Entsprechen mehrere Gewerbeberechtigungen einer tatsächlich ausgeübten Tätigkeit, so sind diese zu berücksichtigen und eine Kollektivvertragszuordnung hat (uU analog) anhand des § 9 ArbVG zu erfolgen. Entspricht aber eine vorhandene Gewerbeberechtigung keiner tatsächlich ausgeübten Tätigkeit, so ist sie auch nicht zu berücksichtigen.
Besteht der Verdacht, dass eine fachliche Tätigkeit nicht von einer vorhandenen Gewerbeberechtigung umfasst ist, so ist zunächst zu prüfen, ob nicht doch eine rechtmäßige Gewerbeausübung aufgrund eines verbundenen Gewerbes oder eines sonstigen543 Rechts/Nebenrechts der GewO vorliegt. Ist dies der Fall, ist keine zusätzliche Gewerbeberechtigung erforderlich und dementsprechend treten die Rechtsfolgen des § 2 Abs 13 GewO 1994 nicht ein.

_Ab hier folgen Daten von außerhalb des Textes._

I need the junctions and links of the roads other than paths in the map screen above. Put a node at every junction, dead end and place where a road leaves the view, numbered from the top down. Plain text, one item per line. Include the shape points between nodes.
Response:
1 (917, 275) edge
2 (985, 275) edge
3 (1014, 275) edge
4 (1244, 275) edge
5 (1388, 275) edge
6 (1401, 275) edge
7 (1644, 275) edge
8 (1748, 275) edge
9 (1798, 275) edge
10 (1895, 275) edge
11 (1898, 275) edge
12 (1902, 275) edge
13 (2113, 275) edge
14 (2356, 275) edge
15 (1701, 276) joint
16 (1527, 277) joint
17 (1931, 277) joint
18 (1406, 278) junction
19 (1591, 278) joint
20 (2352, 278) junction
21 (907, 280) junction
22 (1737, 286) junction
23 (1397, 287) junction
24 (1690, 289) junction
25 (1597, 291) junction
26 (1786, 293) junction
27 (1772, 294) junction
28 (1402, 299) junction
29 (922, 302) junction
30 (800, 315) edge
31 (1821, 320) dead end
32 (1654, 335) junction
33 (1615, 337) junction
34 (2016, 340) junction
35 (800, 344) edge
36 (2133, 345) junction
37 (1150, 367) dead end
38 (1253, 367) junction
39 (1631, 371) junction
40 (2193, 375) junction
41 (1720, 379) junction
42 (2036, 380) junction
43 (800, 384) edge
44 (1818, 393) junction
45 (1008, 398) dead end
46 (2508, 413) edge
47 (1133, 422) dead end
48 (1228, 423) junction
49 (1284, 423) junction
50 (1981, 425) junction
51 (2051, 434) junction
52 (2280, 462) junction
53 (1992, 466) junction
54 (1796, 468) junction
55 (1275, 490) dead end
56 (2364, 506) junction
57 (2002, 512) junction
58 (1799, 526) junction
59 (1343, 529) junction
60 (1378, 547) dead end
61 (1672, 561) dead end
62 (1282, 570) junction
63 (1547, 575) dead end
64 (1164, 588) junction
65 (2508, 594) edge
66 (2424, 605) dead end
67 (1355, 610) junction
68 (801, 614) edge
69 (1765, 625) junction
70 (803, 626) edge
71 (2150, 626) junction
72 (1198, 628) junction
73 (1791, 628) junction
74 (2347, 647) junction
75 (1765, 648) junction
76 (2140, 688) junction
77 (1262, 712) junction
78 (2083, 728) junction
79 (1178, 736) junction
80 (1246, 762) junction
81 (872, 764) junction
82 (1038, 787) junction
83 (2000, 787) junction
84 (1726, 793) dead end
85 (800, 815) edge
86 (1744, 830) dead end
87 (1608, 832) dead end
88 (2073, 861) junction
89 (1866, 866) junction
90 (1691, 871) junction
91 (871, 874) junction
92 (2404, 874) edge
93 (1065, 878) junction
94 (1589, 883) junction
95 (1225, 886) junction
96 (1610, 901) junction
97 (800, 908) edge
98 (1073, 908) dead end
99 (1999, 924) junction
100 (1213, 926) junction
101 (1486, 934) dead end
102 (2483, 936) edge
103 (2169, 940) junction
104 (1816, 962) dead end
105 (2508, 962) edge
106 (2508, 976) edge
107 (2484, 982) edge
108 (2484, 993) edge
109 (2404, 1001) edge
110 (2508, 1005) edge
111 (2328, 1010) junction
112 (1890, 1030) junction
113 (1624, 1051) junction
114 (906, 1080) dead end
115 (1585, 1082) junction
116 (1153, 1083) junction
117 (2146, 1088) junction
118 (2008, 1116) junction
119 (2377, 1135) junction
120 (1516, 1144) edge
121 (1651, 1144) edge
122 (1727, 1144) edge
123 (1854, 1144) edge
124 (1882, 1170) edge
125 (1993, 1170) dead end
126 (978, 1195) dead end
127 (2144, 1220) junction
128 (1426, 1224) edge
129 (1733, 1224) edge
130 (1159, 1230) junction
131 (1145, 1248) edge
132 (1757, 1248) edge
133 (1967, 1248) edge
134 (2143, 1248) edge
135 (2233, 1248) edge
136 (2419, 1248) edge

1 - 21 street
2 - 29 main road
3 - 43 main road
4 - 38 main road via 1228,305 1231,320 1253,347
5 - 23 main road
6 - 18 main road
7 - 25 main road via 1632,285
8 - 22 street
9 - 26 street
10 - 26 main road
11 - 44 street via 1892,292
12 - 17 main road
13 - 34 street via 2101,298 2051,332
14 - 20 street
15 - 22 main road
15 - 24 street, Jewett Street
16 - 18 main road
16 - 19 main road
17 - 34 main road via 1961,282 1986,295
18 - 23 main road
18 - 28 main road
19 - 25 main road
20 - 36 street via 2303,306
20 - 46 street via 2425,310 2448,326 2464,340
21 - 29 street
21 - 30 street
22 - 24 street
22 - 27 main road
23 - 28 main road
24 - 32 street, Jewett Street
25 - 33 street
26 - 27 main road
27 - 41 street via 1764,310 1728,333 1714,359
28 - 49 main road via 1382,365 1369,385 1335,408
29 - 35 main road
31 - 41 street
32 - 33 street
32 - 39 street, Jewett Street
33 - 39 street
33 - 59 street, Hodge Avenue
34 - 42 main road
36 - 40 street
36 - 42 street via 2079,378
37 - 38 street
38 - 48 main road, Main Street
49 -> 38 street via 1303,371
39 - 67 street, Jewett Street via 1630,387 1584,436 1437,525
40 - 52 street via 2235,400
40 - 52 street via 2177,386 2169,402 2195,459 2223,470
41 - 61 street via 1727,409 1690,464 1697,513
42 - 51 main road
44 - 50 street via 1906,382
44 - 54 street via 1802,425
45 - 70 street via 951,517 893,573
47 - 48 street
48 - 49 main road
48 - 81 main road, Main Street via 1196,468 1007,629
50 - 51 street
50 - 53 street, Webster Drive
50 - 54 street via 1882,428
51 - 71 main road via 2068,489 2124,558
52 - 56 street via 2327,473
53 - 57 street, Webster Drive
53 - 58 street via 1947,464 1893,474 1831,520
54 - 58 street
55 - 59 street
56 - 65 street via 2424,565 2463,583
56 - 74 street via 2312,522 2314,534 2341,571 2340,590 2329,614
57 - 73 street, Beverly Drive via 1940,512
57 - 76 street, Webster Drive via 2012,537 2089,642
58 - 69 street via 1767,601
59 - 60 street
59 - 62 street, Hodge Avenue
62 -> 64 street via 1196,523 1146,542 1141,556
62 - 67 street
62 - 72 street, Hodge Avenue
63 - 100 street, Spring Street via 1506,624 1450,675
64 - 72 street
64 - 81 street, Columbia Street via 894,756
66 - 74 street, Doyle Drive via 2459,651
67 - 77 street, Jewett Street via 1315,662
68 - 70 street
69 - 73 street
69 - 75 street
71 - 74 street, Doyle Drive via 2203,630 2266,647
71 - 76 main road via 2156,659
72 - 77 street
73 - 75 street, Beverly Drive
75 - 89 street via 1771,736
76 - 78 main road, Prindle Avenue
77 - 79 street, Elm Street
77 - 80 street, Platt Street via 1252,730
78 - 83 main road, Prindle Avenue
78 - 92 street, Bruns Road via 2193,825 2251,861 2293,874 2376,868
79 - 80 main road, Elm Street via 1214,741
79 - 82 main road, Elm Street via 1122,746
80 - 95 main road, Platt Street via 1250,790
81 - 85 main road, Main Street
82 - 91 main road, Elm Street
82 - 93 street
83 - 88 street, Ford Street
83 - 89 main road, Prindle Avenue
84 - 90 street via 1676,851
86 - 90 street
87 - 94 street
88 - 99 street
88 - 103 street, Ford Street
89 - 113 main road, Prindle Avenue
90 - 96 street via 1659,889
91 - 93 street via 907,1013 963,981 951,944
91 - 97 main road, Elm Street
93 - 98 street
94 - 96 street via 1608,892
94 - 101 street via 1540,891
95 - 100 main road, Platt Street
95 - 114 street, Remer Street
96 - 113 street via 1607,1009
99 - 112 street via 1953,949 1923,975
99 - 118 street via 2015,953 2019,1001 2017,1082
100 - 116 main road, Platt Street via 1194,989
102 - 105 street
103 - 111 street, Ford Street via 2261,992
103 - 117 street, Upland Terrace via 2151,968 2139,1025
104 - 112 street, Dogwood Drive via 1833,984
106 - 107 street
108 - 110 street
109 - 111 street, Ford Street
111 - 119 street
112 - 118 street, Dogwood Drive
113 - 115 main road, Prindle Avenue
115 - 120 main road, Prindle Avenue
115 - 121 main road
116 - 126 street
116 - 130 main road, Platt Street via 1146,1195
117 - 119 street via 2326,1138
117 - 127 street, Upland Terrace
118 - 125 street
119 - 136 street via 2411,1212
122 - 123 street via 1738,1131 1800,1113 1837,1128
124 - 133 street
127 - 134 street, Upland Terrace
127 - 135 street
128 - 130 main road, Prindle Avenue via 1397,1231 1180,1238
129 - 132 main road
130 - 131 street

Hierbei ist in einem ersten Schritt das Vorliegen einer verbundenen Gewerbeausübung zu prüfen, weil diese nach § 8 Z 3 ArbVG zu einer zusätzlichen Kollektivvertragsangehörigkeit des AG führen kann. Liegt diese nicht vor, so ist in einem weiteren Schritt zu untersuchen, ob nicht die Gewerbeausübung durch ein sonstiges Recht/Nebenrecht der GewO gedeckt ist. In diesem Zusammenhang gibt es einerseits sons tige Rechte, die allen Gewerbetreibenden zustehen, und andererseits Nebenrechte, die bestimmten Gewerben exklusiv vorbehalten sind.
Erst wenn keiner dieser Fälle vorliegt, ist ein Anwendungsfall des § 2 Abs 13 GewO 1994 gegeben.